Courtisanes philosophes. Psaphion, courtisane de Smyrne et Hipparchia, histoire galante, est un ouvrage collectif éditant et mettant en rapport les deux courts romans éponymes oubliés du XVIIIe, le premier de Meusnier de Querlon et le second anonyme. L'introduction est très bien faite, et met en évidence les nombreux liens entre ces deux figures de courtisane que sont Psaphion et Hipparchia. La première est un personnage fictif, la seconde fut l'épouse du cynique Cratès de Thèbes, maître de Zénon, fondateur du stoïcisme. Ces deux pseudo-mémoires mettent en scène la figure audacieuse, irréductiblement indépendante, superbe et libre, de la courtisane philosophe (si si, je vous jure), qui ne se contente pas d'un amour, qui sait faire de l'adversité une arme, et qui par sa réflexion et son mode de vie demeure toujours résiliente, et dominée par ses principes philosophiques plus encore que par ses désirs charnels.
Si la qualité littéraire des deux oeuvres est assez limitée, et que la trame est extrêmement énumérative sans qu'une ligne se dessine, sinon le récit des amours des deux femmes pour ce qu'il est, l'intérêt réside, on l'aura compris, dans la peinture des singularités de Psaphion et Hipparchia, permettant ainsi de déconstrure de persistants lieux communs de l'époque. Ainsi, la courtisane n'est pas une femme désirante, c'est une femme désirée : tout le monde la veut, mais elle ne prend pas les hommes pour son plaisir, mais bien pour des motifs purement pécuniaires. Quand elle ne prend pas pour l'argent, elle peut tout aussi bien n'aimer qu'un instant. Et ses sentiments mêmes, s'ils naissent, finissent toujours par s'évanouir à cause d'obstacles matériels. La vision de la sexualité est pragmatique et neuve, bien à rebours d'une vision masculine cherchant à excuser la possession monnayée d'une femme par le plaisir supposé qu'elle en retirerait également. Non, les femmes peuvent ne pas ressentir de plaisir ; et si cela semble évident pour un individu normalement constitué au XXIe siècle, croyez-moi, c'est inenvisageable pour ceux du XVIIIe, ou alors ça devient un problème pathologique (c'est dire à quel point la société fonctionne sur des préjugés masculins).

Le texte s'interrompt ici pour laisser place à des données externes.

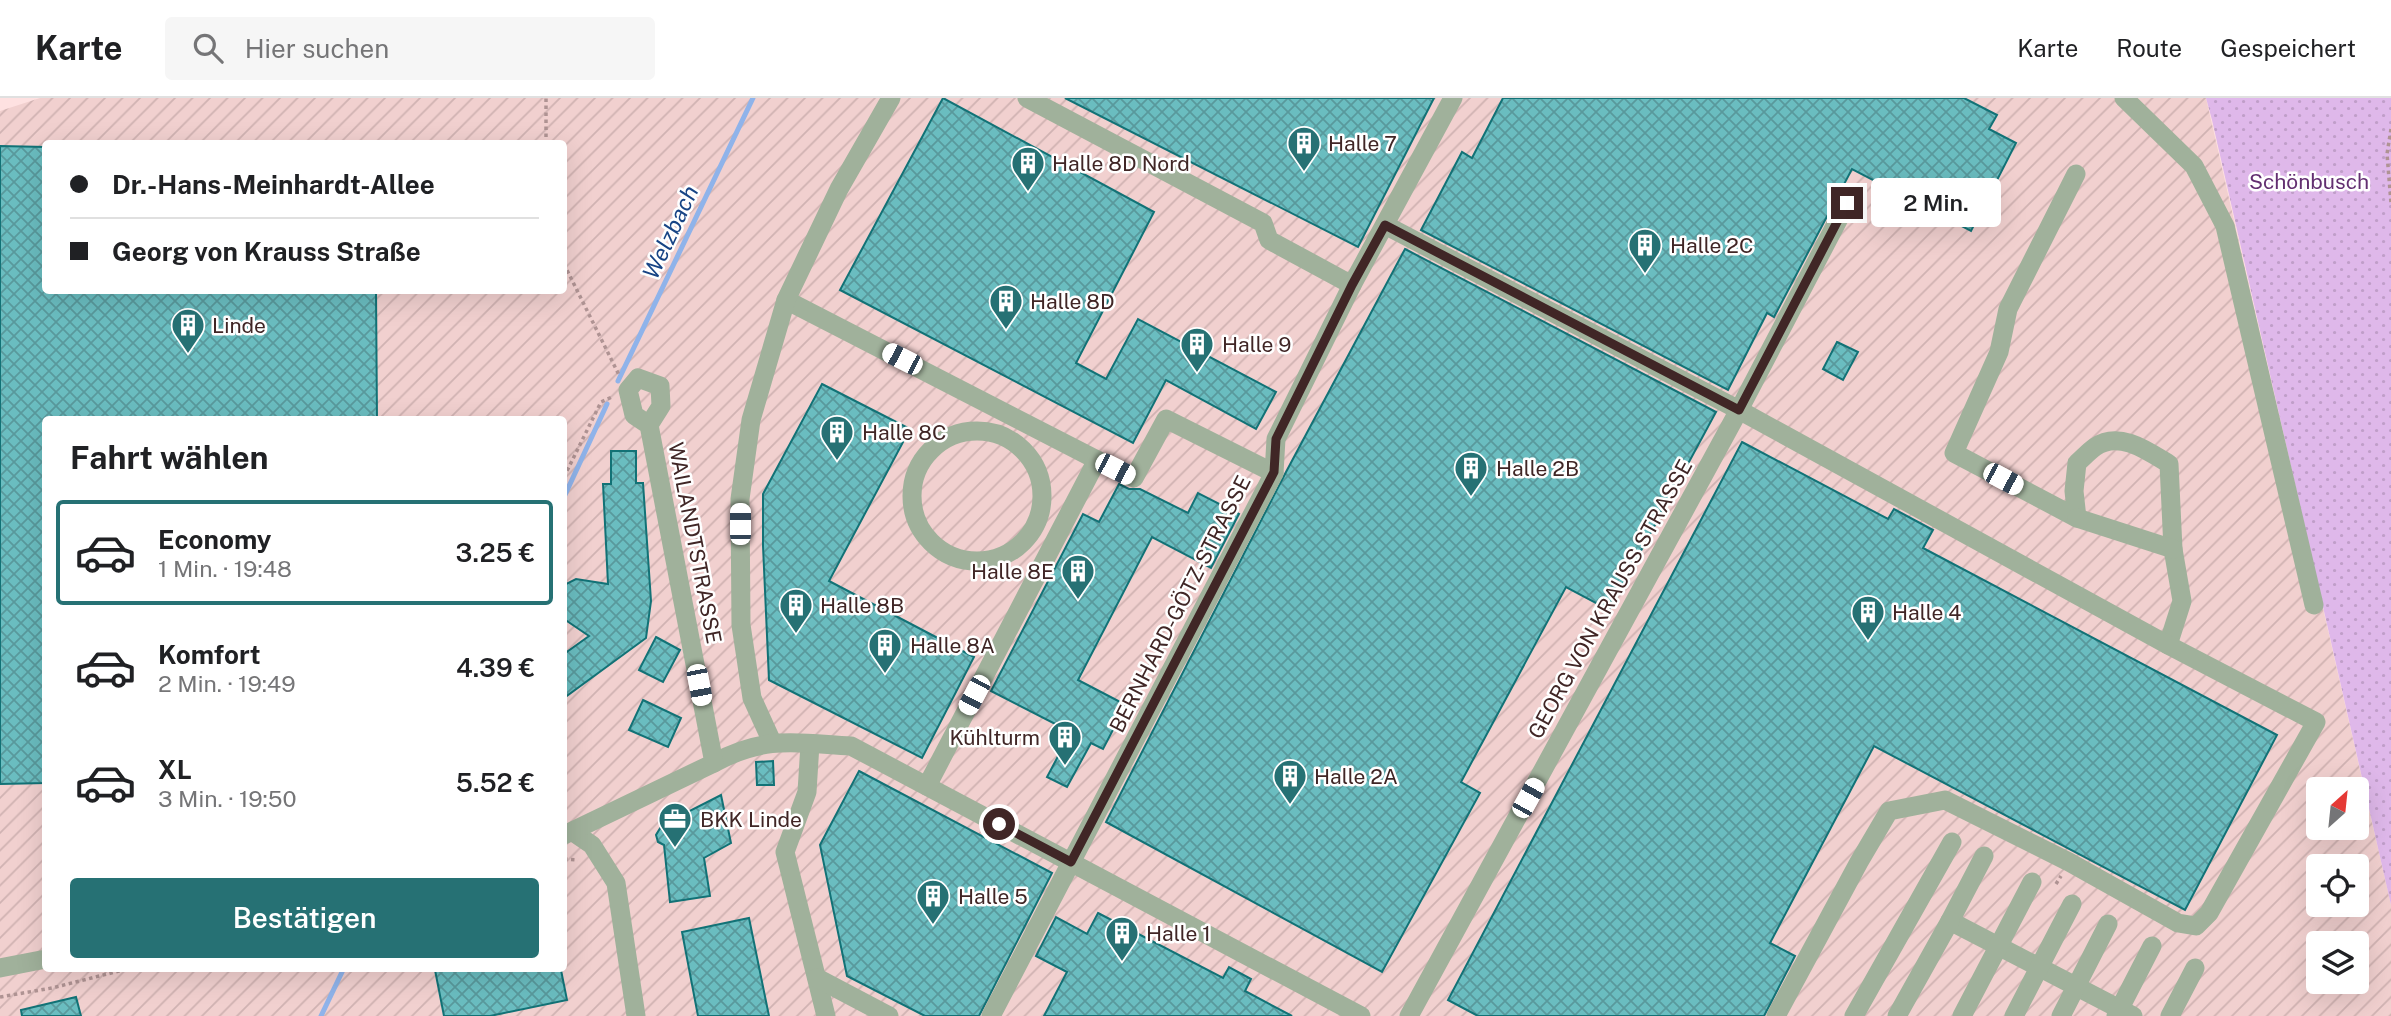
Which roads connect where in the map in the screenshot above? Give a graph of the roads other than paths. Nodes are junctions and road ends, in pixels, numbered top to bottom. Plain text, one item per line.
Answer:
1 (891, 98) edge
2 (1027, 98) edge
3 (1453, 98) edge
4 (2124, 98) edge
5 (2076, 174) dead end
6 (1847, 203) dead end
7 (1385, 225) junction
8 (1352, 285) junction
9 (786, 300) junction
10 (1739, 410) junction
11 (649, 425) junction
12 (1006, 435) joint
13 (1097, 460) junction
14 (1274, 472) junction
15 (2077, 518) junction
16 (2173, 549) junction
17 (2314, 605) dead end
18 (2168, 645) junction
19 (772, 742) junction
20 (810, 744) junction
21 (715, 763) junction
22 (927, 786) junction
23 (568, 834) edge
24 (1952, 842) dead end
25 (1984, 856) dead end
26 (1071, 862) junction
27 (2032, 882) dead end
28 (2072, 904) dead end
29 (1950, 921) junction
30 (2108, 924) dead end
31 (1998, 946) junction
32 (2152, 946) dead end
33 (42, 960) edge
34 (0, 968) edge
35 (2039, 968) junction
36 (2195, 968) dead end
37 (817, 978) junction
38 (2076, 987) junction
39 (2123, 1014) edge
40 (636, 1016) edge
41 (826, 1016) edge
42 (889, 1016) edge
43 (991, 1016) edge
44 (1361, 1016) edge
45 (1409, 1016) edge
46 (1776, 1016) edge
47 (1854, 1016) edge
48 (1897, 1016) edge
49 (1962, 1016) edge
50 (2014, 1016) edge
51 (2061, 1016) edge
52 (2170, 1016) edge

1 - 9 street
2 - 8 street
3 - 7 street, BERNHARD-GÖTZ-STRASSE
4 - 17 street
5 - 15 street
6 - 10 street, GEORG VON KRAUSS STRASSE
7 - 8 street, BERNHARD-GÖTZ-STRASSE
7 - 10 street
8 - 14 street, BERNHARD-GÖTZ-STRASSE
9 - 13 street
9 - 19 street
10 - 18 street
10 - 45 street, GEORG VON KRAUSS STRASSE
11 - 11 street, WAILANDTSTRASSE
11 - 21 street, WAILANDTSTRASSE
12 - 12 street
13 - 14 street
13 - 22 street
14 - 26 street, BERNHARD-GÖTZ-STRASSE
15 - 16 street
15 - 16 street
16 - 18 street
18 - 46 street
19 - 20 street
19 - 21 street
20 - 22 street
20 - 37 street
21 - 23 street
22 - 26 street
23 - 40 street
24 - 47 street
25 - 29 street
26 - 43 street, BERNHARD-GÖTZ-STRASSE
26 - 44 street
27 - 31 street
28 - 35 street
29 - 31 street
29 - 48 street
30 - 38 street
31 - 35 street
31 - 49 street
32 - 39 street
33 - 34 street
35 - 38 street
35 - 50 street
36 - 52 street
37 - 41 street
37 - 42 street
38 - 39 street
38 - 51 street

D'autre part, la courtisane peut, et sait penser. Ce schéma n'est certes pas neuf (il est même très à la mode dans la littérature libertine), mais il est poussé dans ses retranchements ici car l'amour ne dirige pas les actions des deux femmes. C'est leur raison qui les conduit en cas d'extrémité, passé parfois un moment de souffrance : elles parviennent à atteindre le parfait contentement par la réflexion, et parfois par la compagnie d'un homme bon qui justement, n'est pas leur raison de vivre, mais leur compagnon de route, et qui est tempérant, non-passionné, honnête. Cet homme d'ailleurs peut être laid, difforme, sale, et dur : car, autre innovation, le parfait amant (au sens large d'amoureux) n'est pas forcément celui qu'on croit. Ainsi, Hipparchia, en parfaite philosophe cynique, fuit les relations houleuses avec de fougueux étalons qui veulent la retenir prisonnière, et les relations faciles avec de fougueux étalons qui veulent lui imposer une norme sociale hypocrite et brider ses appétits. C'est pourquoi Hipparchia épouse par la "cynogamie" Cratès, qui n'a rien pour lui que sa philosophie, en copulant avec lui sur la place publique d'Athènes (comme des chiens, donc, comme l'indique l'étymologie). Hipparchia blâme ses censeurs et assume une ligne de vie radicale et cohérente - toujours elle abandonnera les fauteurs de troubles pour rester avec Cratès, brut de décoffrage mais intègre, et qu'elle aime pour son cerveau. Le mystérieux auteur construit véritablement une figure fascinante, inspirée des rares données réelles sur le personnage historique, et c'est pourquoi j'ai préféré Hipparchia à Psaphion. En outre, Hipparchia est plus original encore, mieux écrit, moins énumératif, et plus clair dans son fil conducteur, avec une fin mieux ficelée.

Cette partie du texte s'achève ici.